I mentioned yesterday that March is a busy month. In addition to Child Life Month, it is also National Social Work Month.
One of the many learning experiences that came with Charlie’s birth was when I found myself in the role of the client. Here is my account taken from an earlier post:
I was well aware of the role of a social worker before I had my micro-preemie. A few years prior to Charlie’s birth, I had earned my BSW. The graduate program decision was in process when my husband proposed the idea of having a baby.
Charlie’s early birth transposed things and placed me on the opposite side of the exchange from what I was accustomed. Therefore, it was peculiar for me to be visited by the NICU social worker a few hours after Charlie was born at twenty six weeks.
It was more than likely difficult for her to visit me during the midst of my nightmare. Anger was one of the many emotions I was experiencing at the time and I had no problem expressing it. But, social workers can be counted on to respond where they are needed no matter how unpleasant (or, in my case, angry) the situation may be.
The NICU social worker managed to introduce herself in between my magnesium sulfate fueled rants and my heartbroken sobs. She left a bag with booklets and literature about the NICU, preemies, and support organizations. I dismissed the encounter as something that was part of the administrative process and had no intention of ever speaking to her again. I mistakenly believed that I did not need a social worker. After all, I was one.
The day after I was discharged, she found me by my baby’s isolette. We retreated to a quiet room in the back of the NICU and talked. I profusely apologized for our first meeting. However, I was hardly more agreeable that day. Undeterred, she proceeded to address the concerns of a new long term NICU mom.
First, she helped me understand my baby’s insurance situation. That was followed by a crash course on our new NICU life which included information such as where to eat, where to pump, parking, visiting regulations, resources, and NICU procedures. Next, she explained that I needed to advocate for my baby. Finally, we touched on the unthinkable as I asked about choices, decisions, and options in my baby’s care.
The first month or two that Charlie was in the NICU, I was consumed with grief. It was confusing for me to be lost in grief despite my baby’s survival. The NICU social worker directed me towards helpful resources and I attended NICU parent groups she provided. Eventually, the grief started to lift. Each time we passed in a hallway, she reminded me she was there if I needed anything.
After a little over two months, Charlie was considered a feeder-grower. At which point, we had opted to have her transferred to a different hospital. My husband and I looked forward to having a shorter drive, a private NICU room, and several other advantages the new hospital afforded.

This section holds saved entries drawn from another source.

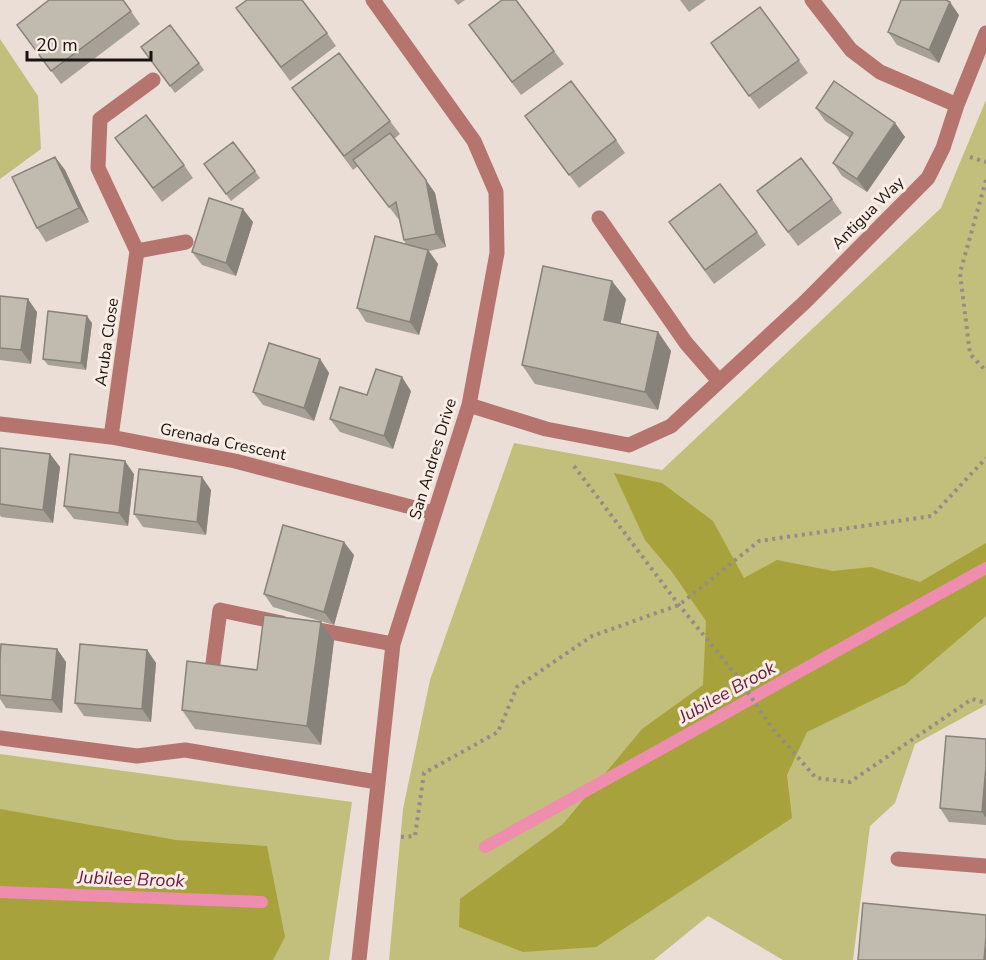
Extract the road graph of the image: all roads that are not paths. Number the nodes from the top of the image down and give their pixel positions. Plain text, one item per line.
1 (373, 0) edge
2 (812, 0) edge
3 (986, 33) edge
4 (153, 80) dead end
5 (957, 105) junction
6 (598, 218) dead end
7 (186, 242) dead end
8 (137, 251) junction
9 (719, 381) junction
10 (470, 405) junction
11 (0, 424) edge
12 (111, 437) junction
13 (434, 513) junction
14 (393, 645) junction
15 (213, 663) edge
16 (0, 738) edge
17 (377, 782) junction
18 (898, 859) dead end
19 (986, 866) edge
20 (359, 960) edge

1 - 10 street, San Andres Drive
2 - 5 street
3 - 5 street, Antigua Way
4 - 8 street
5 - 9 street, Antigua Way
6 - 9 street
7 - 8 street
8 - 12 street, Aruba Close
9 - 10 street, Antigua Way
10 - 13 street, San Andres Drive
11 - 12 street, Grenada Crescent
12 - 13 street, Grenada Crescent
13 - 14 street, San Andres Drive
14 - 15 street
14 - 17 street, San Andres Drive
16 - 17 street
17 - 20 street, San Andres Drive
18 - 19 street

Despite our eager anticipation, the transfer stalled for unknown reasons.
No one could answer the questions I asked and appeared to be irked that I asked them. I was stuck, frustrated, and had no where else to turn. That night, I pounded out an angry email rant to the NICU social worker. I wanted her to sympathize. I needed to let off steam. I hoped she could explain what was happening and possibly offer ideas of what to do next.
Instead, her response exceeded anything I hoped for. She simply responded, “Do you want me to help you with this?” I was thrilled to have an ally and accepted her offer to help. She instructed me to meet with her the next day.
As I left for the hospital the following day, I muttered to my husband, “I’m not leaving the hospital today until I get my baby out.” Once at the hospital, I stomped through the parking garage with my teeth grit and fists clenched. I was ready for battle. I made my way up to the NICU with my head held high and chest thrust forward. If necessary, I was prepared to create a scene.
A fight wasn’t necessary that morning because the social worker had taken care of everything. She explained that Charlie had been, in essence, lost in the system. Due to the social worker’s intervention, Charlie would be transferred the following morning at 10 AM.
The social worker was there when I thought I was on my own and powerless. She was a compassionate voice of reason when I was overcome with emotion and overwhelmed by the situation. I can’t imagine how the three months in the NICU would have been without her.